Like Richard, I've used the word "blessed" in my Thanksgiving remarks.
I believed I'm blessed, but not because I've done something to deserve my blessings – to the contrary. I suffer at times from arrogance, and complacency, and smugness. But I'm not so arrogant and complacent and smug to think that I've earned the blessings I've been given.

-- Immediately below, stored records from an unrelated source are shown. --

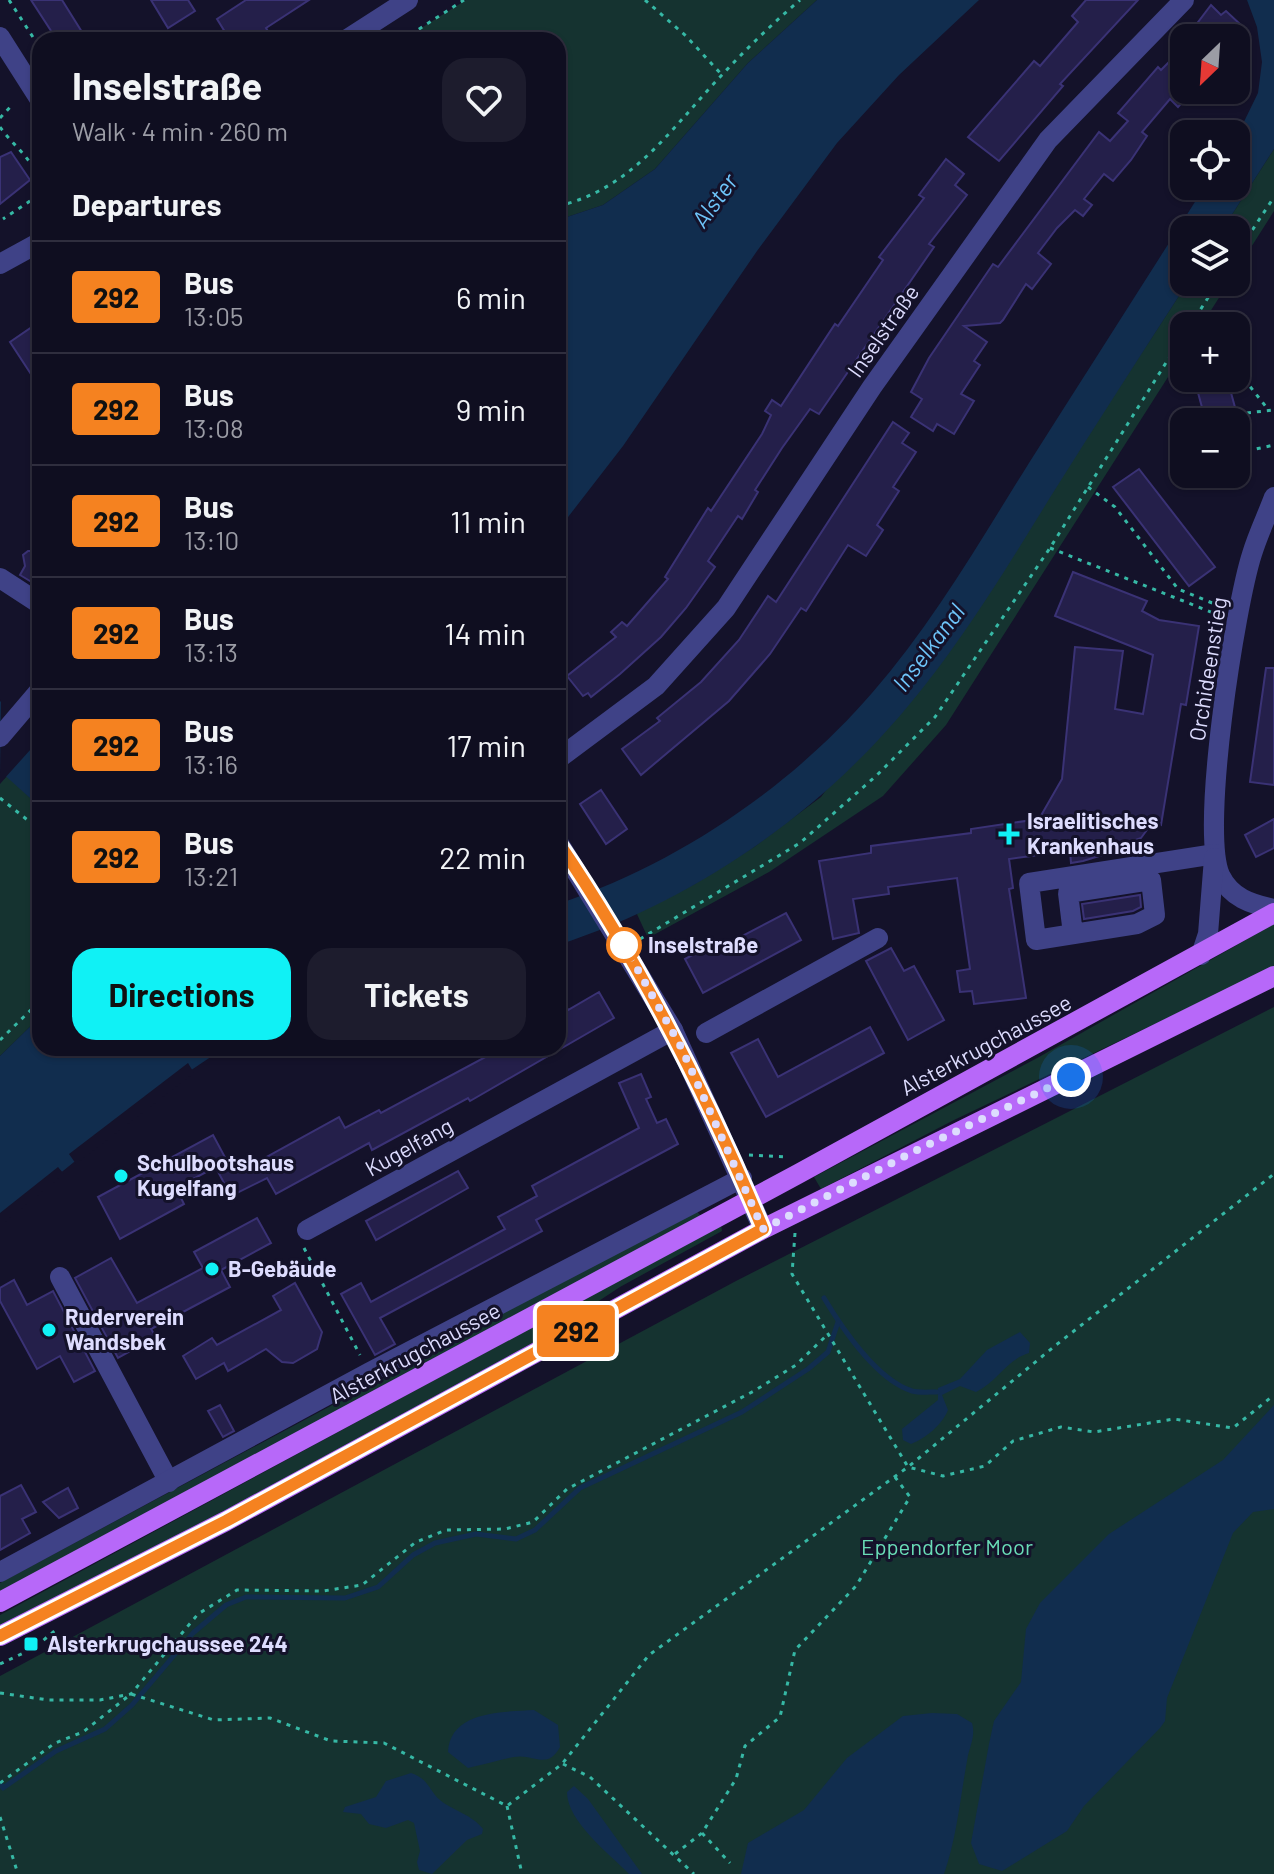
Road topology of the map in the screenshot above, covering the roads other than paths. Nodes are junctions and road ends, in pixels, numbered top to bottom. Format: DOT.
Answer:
graph roads {
  1 [pos="408,0"];
  2 [pos="1184,0"];
  3 [pos="358,32"];
  4 [pos="0,37"];
  5 [pos="32,87"];
  6 [pos="32,248"];
  7 [pos="0,264"];
  8 [pos="1274,497"];
  9 [pos="0,578"];
  10 [pos="32,599"];
  11 [pos="32,699"];
  12 [pos="0,737"];
  13 [pos="566,753"];
  14 [pos="566,854"];
  15 [pos="1215,854"];
  16 [pos="1274,911"];
  17 [pos="1073,934"];
  18 [pos="878,938"];
  19 [pos="1201,955"];
  20 [pos="1274,976"];
  21 [pos="673,1030"];
  22 [pos="706,1033"];
  23 [pos="742,1178"];
  24 [pos="751,1199"];
  25 [pos="763,1229"];
  26 [pos="307,1230"];
  27 [pos="60,1277"];
  28 [pos="169,1482"];
  29 [pos="0,1572"];
  30 [pos="0,1602"];
  31 [pos="0,1636"];
  1 -- 3 [label="street"];
  2 -- 13 [label="street, Inselstraße"];
  4 -- 5 [label="street"];
  6 -- 7 [label="street"];
  8 -- 15 [label="street, Orchideenstieg"];
  9 -- 10 [label="street"];
  11 -- 12 [label="street"];
  14 -- 21 [label="street"];
  15 -- 16 [label="street, Orchideenstieg"];
  15 -- 17 [label="street"];
  15 -- 19 [label="street, Orchideenstieg"];
  16 -- 19 [label="main road, Alsterkrugchaussee"];
  18 -- 22 [label="street"];
  19 -- 24 [label="main road, Alsterkrugchaussee"];
  20 -- 25 [label="main road"];
  21 -- 23 [label="street"];
  21 -- 26 [label="street, Kugelfang"];
  23 -- 24 [label="street"];
  23 -- 28 [label="street, Alsterkrugchaussee"];
  24 -- 25 [label="street"];
  24 -- 30 [label="main road, Alsterkrugchaussee"];
  25 -- 31 [label="main road"];
  27 -- 28 [label="street"];
  28 -- 29 [label="street, Alsterkrugchaussee"];
}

Humility may not be my strong suit, but I can't feel anything except humility when I think about the extraordinary gifts I've been given – above all else, my four children. I fall so far short of deserving them that I would have to be the world's biggest fool to think otherwise.
In the story, Richard intended to say "lucky," but said "blessed" instead. His choice of words matters because "it was a toast he had stood to offer, a Thanksgiving toast. No one had asked him for a prayer."
I agree that "blessed" implies that your good fortune has come from God, while "lucky" lacks any religious connotation.
But other than that difference, I think the words are interchangeable. I might describe myself as either "blessed" or "lucky" to express the same important truth – which is that I have been given much more than I deserve to have been given.
I don't know why that is. But I do know that I can't count on that good fortune to continue, because things can change in an instant.
By the end of "Gloria," Richard is less complacent than he was at the beginning of the story. After hearing the story of Gloria's life, he appreciates that all it takes is "a loosened blood clot, a bad gene . . . to put an end to it all."
Gloria has already learned that lesson the hard way. Richard will no doubt have a similar experience sooner or later.
But for the time being, Richard and his family have been spared the kind of sadness that Gloria has experienced. Perhaps as a result of his conversation with Gloria, his is more appreciative of his blessings – or his luck, if you prefer. Perhaps I am more appreciative as well for having read the story.
"O Lucky Man!" plays during the opening credit sequence of the 1973 movie of the same name. Alan Price, who is best-known for his extraordinary keyboard work on the Animals' "House of the Rising Sun," wrote and performed the score for the movie.
Contrary to Price's lyrics, there's no "secret" that enables you to "stay a lucky man." Luck comes and goes as it pleases, boys and girls.